Another approach being considered to avoid slow processing times when the airport is extremely busy is to fast track incoming passengers through customs, Bryan said, adding that the money being collected on import duties “is so miniscule compared to the value of the service, of enjoying the transition off the plane, into a taxi and into a hotel that we’re almost subsidising it”.

He said his ministry was working with Deputy Premier Chris Saunders, whose portfolio includes Customs and Border Control, on this plan.

“We’re working on little things to speed it up, but ideally what’s most important is that we have to expand the airport again,” he said.

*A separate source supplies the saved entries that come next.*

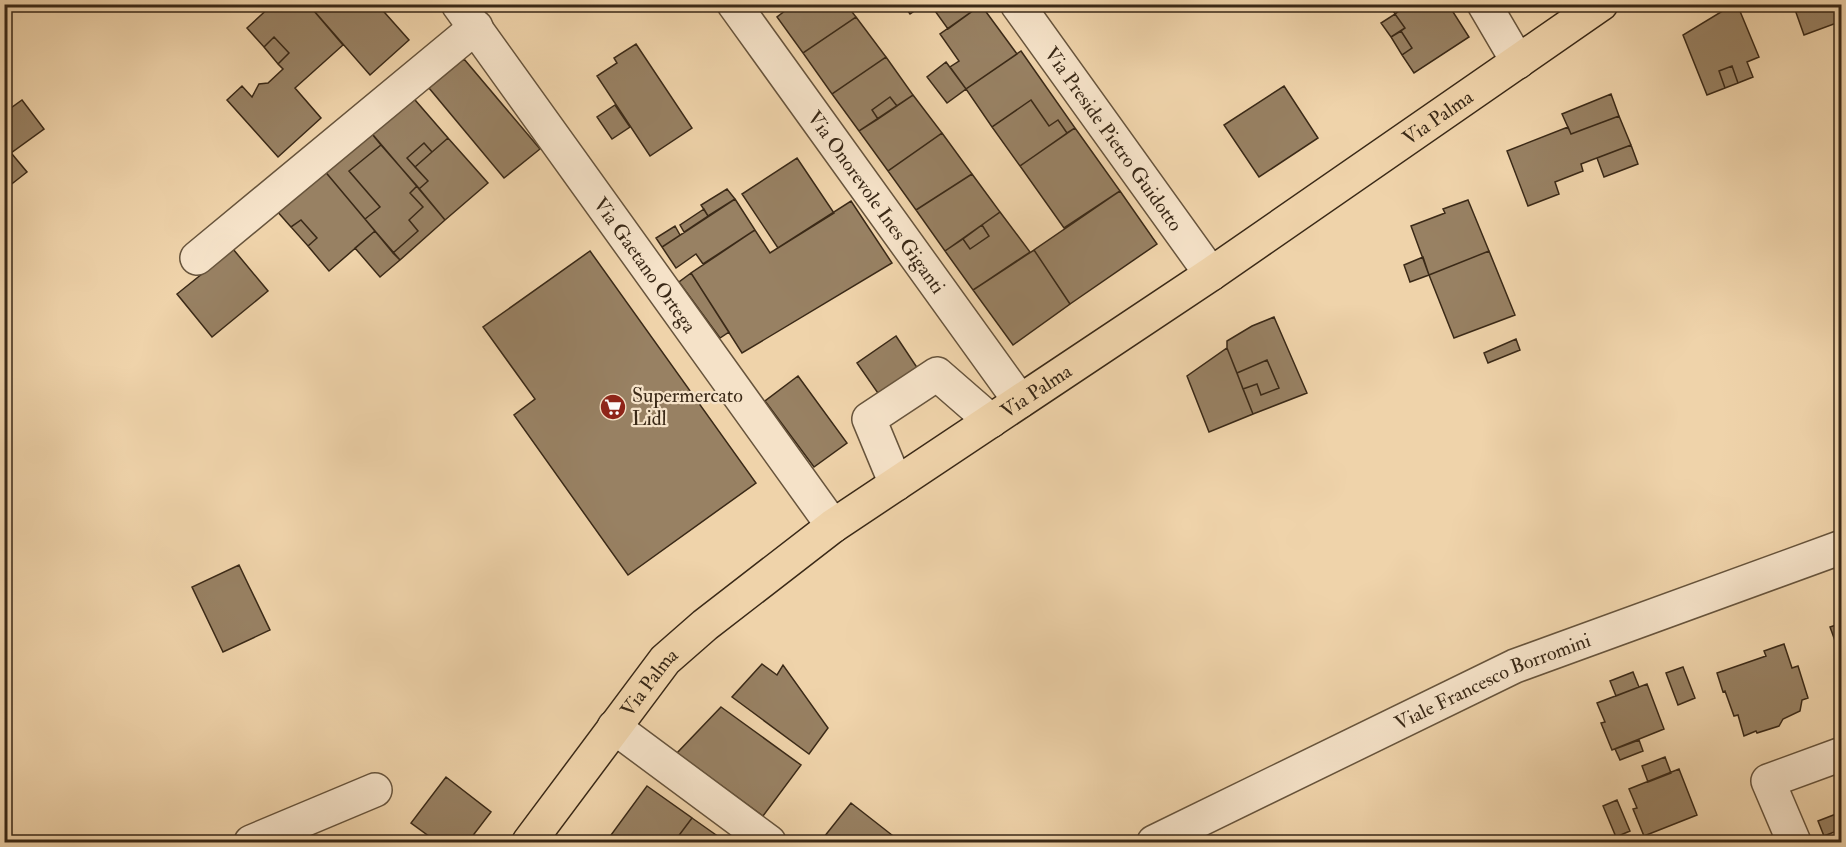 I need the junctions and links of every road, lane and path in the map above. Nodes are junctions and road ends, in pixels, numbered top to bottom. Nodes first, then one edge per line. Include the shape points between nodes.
1 (734, 4) edge
2 (1017, 4) edge
3 (1484, 4) edge
4 (1601, 4) edge
5 (467, 16) edge
6 (1518, 62) junction
7 (197, 258) dead end
8 (1211, 274) junction
9 (1020, 401) junction
10 (991, 421) junction
11 (896, 484) junction
12 (832, 526) junction
13 (1842, 547) edge
14 (614, 727) junction
15 (1842, 754) edge
16 (375, 790) dead end
17 (251, 843) edge
18 (530, 843) edge
19 (769, 843) edge
20 (1154, 843) edge
21 (1794, 843) edge

1 - 9 street, Via Onorevole Ines Giganti
2 - 8 street, Via Preside Pietro Guidotto
3 - 6 street
4 - 6 main road, Via Palma
5 - 7 street
5 - 12 street, Via Gaetano Ortega
6 - 8 main road, Via Palma
8 - 9 main road, Via Palma
9 - 10 main road, Via Palma
10 - 11 main road, Via Palma
10 - 11 street via 937,374 879,412 869,419
11 - 12 main road, Via Palma
12 - 14 main road, Via Palma via 665,660
13 - 20 street, Viale Francesco Borromini via 1515,666
14 - 18 main road, Via Palma
14 - 19 street
15 - 21 street via 1768,781
16 - 17 street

Director of Tourism Rosa Harris, who also spoke at the tourism industry briefing on Monday, said the Cayman Islands Airports Authority has a team and a scheduling system for all airlines to bid on landing time slots, which was used when there were tight restrictions on incoming aircraft during the pandemic. This, she said, is still in place “because, of course, the capacity management is continuing in our COVID controls, in terms of how do we manage people through the facility”.

Bryan also noted that the airport had purchased a slot management system that is managed outside of Cayman.

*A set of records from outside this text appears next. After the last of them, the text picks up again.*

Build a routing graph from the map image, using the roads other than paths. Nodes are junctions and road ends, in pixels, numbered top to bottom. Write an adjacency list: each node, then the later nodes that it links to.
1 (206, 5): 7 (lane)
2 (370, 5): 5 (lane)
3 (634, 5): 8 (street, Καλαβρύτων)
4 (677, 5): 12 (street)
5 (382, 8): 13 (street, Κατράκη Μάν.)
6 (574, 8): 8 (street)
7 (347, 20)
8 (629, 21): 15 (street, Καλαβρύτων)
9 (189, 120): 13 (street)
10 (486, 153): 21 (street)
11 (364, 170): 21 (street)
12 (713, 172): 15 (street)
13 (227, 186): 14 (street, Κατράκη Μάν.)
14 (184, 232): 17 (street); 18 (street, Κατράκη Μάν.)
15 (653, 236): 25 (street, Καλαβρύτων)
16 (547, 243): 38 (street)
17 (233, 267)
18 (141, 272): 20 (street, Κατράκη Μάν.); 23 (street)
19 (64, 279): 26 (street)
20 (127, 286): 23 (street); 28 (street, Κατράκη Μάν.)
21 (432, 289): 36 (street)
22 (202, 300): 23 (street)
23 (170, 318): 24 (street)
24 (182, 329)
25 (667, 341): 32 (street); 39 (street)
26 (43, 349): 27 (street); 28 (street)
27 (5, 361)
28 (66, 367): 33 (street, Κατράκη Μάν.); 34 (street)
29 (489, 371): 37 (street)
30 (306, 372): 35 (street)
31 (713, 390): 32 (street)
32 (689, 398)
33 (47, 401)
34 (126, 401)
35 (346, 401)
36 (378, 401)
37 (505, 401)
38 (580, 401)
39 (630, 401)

Harris told reporters, “The facility does need to get bigger, or we get another airport.”

Airport expansion review

Duchess Camilla and Prince Charles unveil the plaque dedicating the newly renovated Owen Roberts International Airport. – Photo: Stephen Clarke

A review on the expansion of the airport is likely to be completed within eight months, Bryan said, adding, “That will tell us where we need to be because we’re moving faster than we ever thought, but that’s a good problem to have.”

An airport expansion plan, drawn up in 2014, recommended a new commercial terminal with larger capacity, and this was the expansion completed in 2019. Prince Charles officially opened the new, larger terminal during his visit to Cayman in March that year.

A strategic outline case, issued by the Airports Development Project Steering Committee and CIAA Board of Directors in November last year, noted that, according to the 2014 plan, the passenger numbers realised in 2019 – a record year for arrivals – would trigger a new plan for additional airport expansion.

4 COMMENTS

  1. I am impressed that the ‘old’ airport plan included passenger numbers to trigger the need for a new plan. That is reassuring as it presents current actions as continuation of a process of iterative adaption, rather than reactive to an unexpected event. (Only the timing is unexpected, not the foreseen future need. And of course clearly the 2019 expansion was to have happened earlier in the plan, but that is not the problem of this board/minister/govt and not worth arguing over at this time.)

    To pick up on another comment in the article. We need another airport. Rather than just expanding ORIA. It is time to plan for the shift of the airport ‘out east’ where (hopefully) the land is higher (climate change: sea level rise AND hurricanes) and a large enough swathe of it can be purchased to allow future development of an airport to supplement, and perhaps eventually replace, ORIA in GT (potential for multiple runways and longer runways, if and when there is a business case for them). Tied to proper public transport of course.